I am certain I'm in the wrong here but I'm struggling to understand Arrow's USP. I (originally) assumed it meant python/R users would be able to get around memory limitations when model-fitting but all the examples I've come across are just data manipulation and none of the main modeling packages support it. Those who are using it, what am I missing?
Arrow eliminates ser/der, and if all actors in the workflow use the format you could see drastic performance improvements for a wide variety of workloads. I've seen ser/der for multi-GB+ processes take up half of the total clock time of the task.
Arrow is a language-independent memory layout. It’s designed so that you could stream memory from (for example) a Rust data source to a spark/DataFusion/Python/whatever else/etc with faster throughout and support for zero-copy reads, and no serialisation/deserialisation overhead. Having the same memory model ensures better type and layout consistency as well, and means that query engines can get on with optimising and running queries rather than also having to worry about IO optimisations as well.
I’m using DataFusion (via Rust) and it’s pretty fantastic. Would love to swap out some Spark stuff for DataFusion/Ballista stuff at some point as well.

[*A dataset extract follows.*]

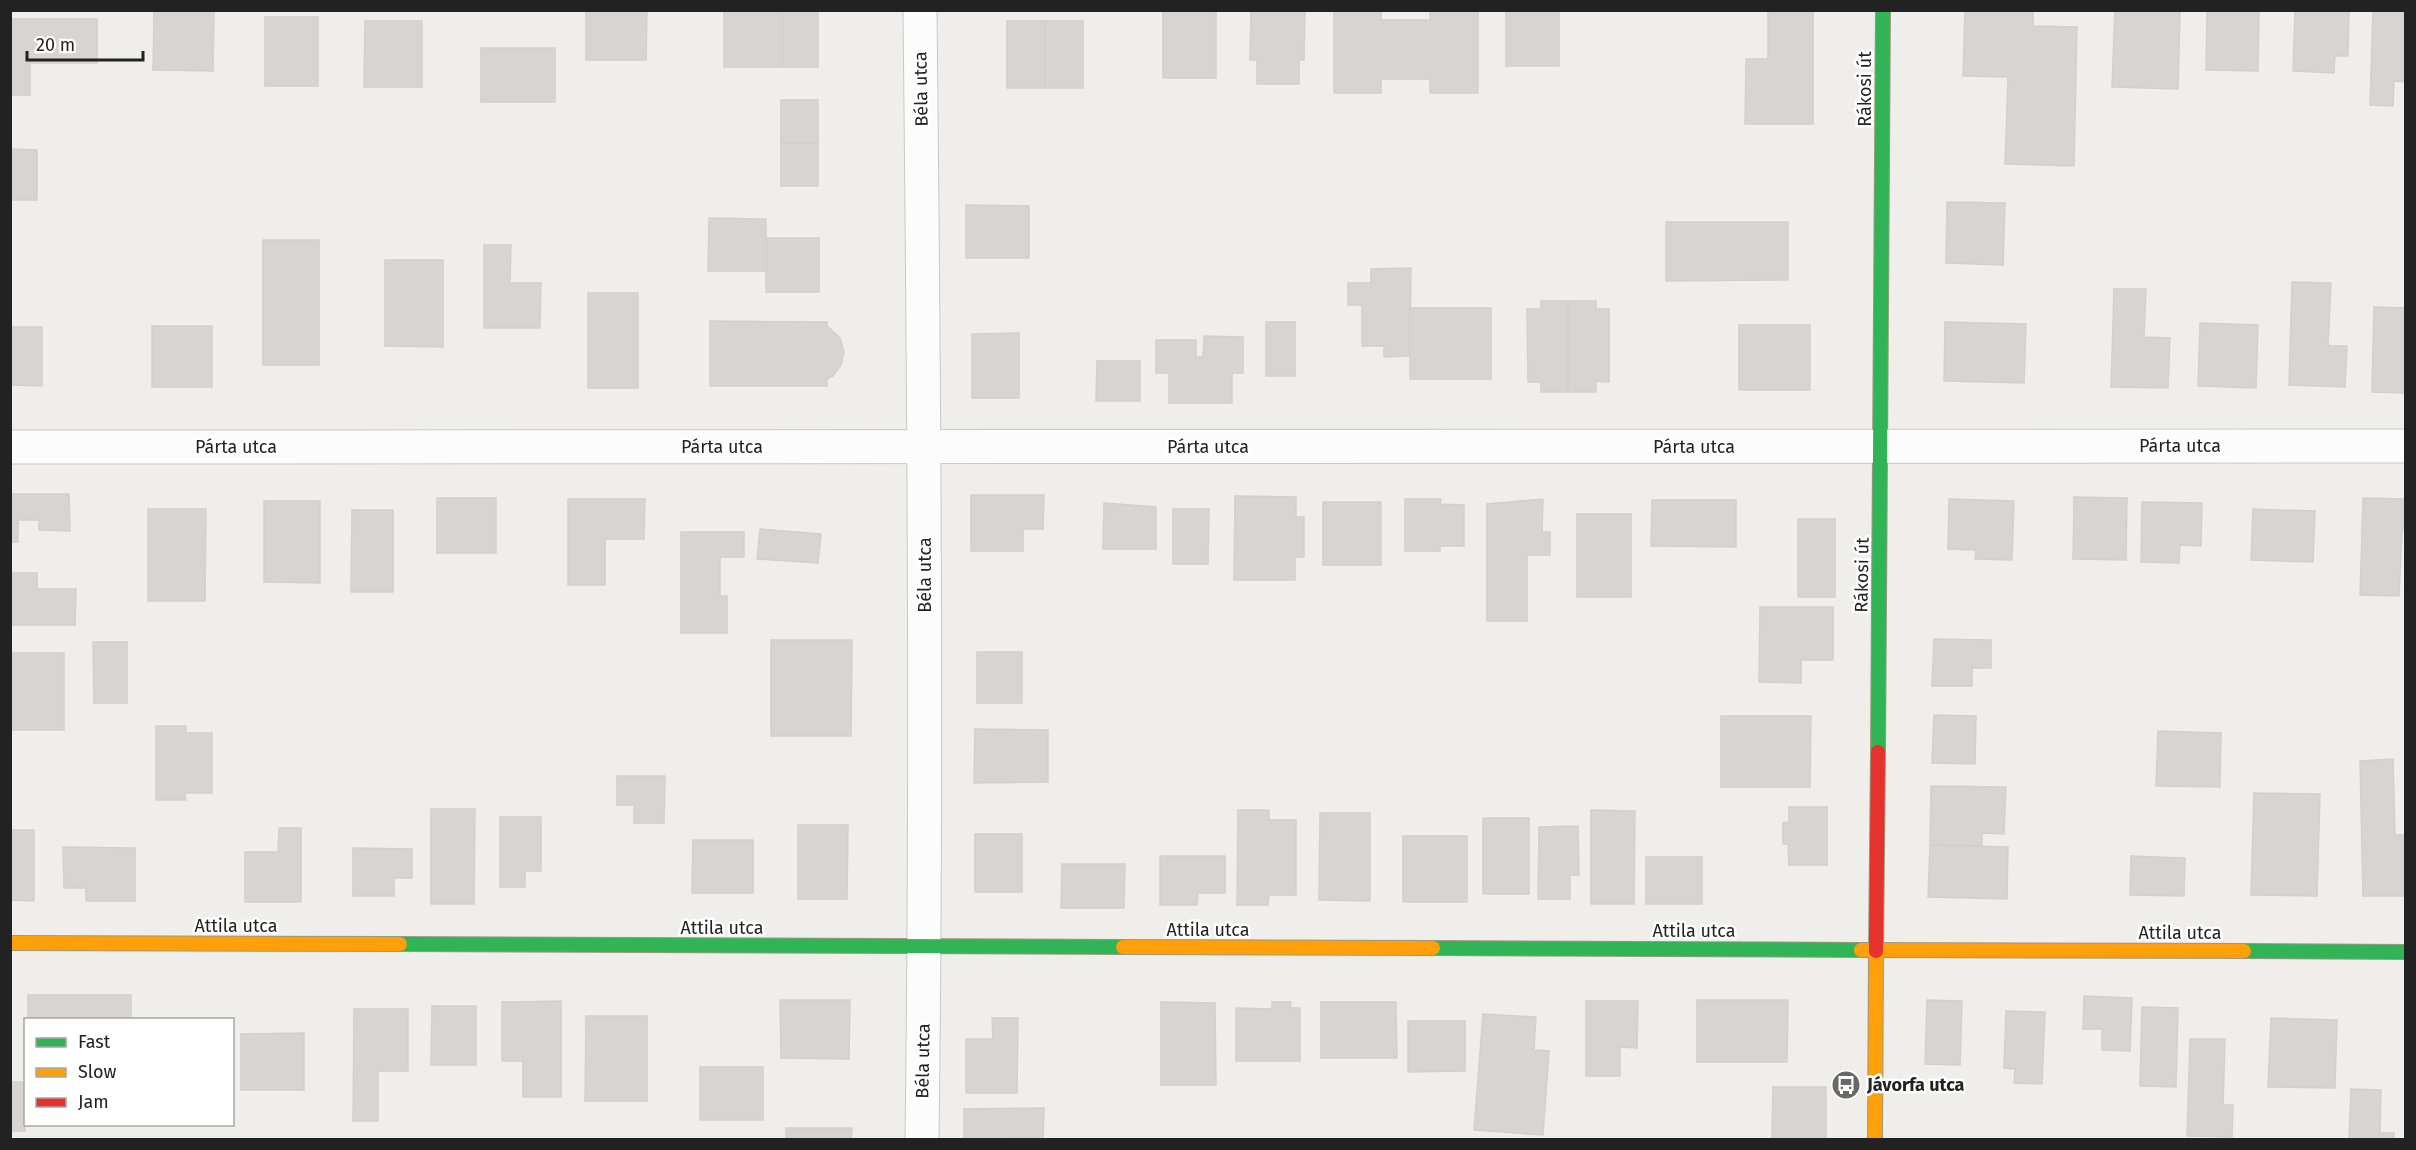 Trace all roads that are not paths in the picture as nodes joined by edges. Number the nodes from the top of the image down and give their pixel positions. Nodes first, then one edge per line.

As a data data scientist, I also found this pretty confusing so I spent some time trying to understanding it better. I wrote it up as a blog post:
Demystifying Apache Arrow
https://www.robinlinacre.com/demystifying_arrow/
My use case is that since Arrow keeps all data types and dumps the in memory table to disk, this allows me to backup my work and later reload the data and keep going. Loading and writing the data to disk is very fast It’s much better than using hdf5 for me in that regard.
And in most cases, if you memory map (mmap on Linux/BSD, MapViewOfFile on windows) it’s way faster than reading the file - because you only ever read what’s needed on one hand, and it stays in cache between invocations.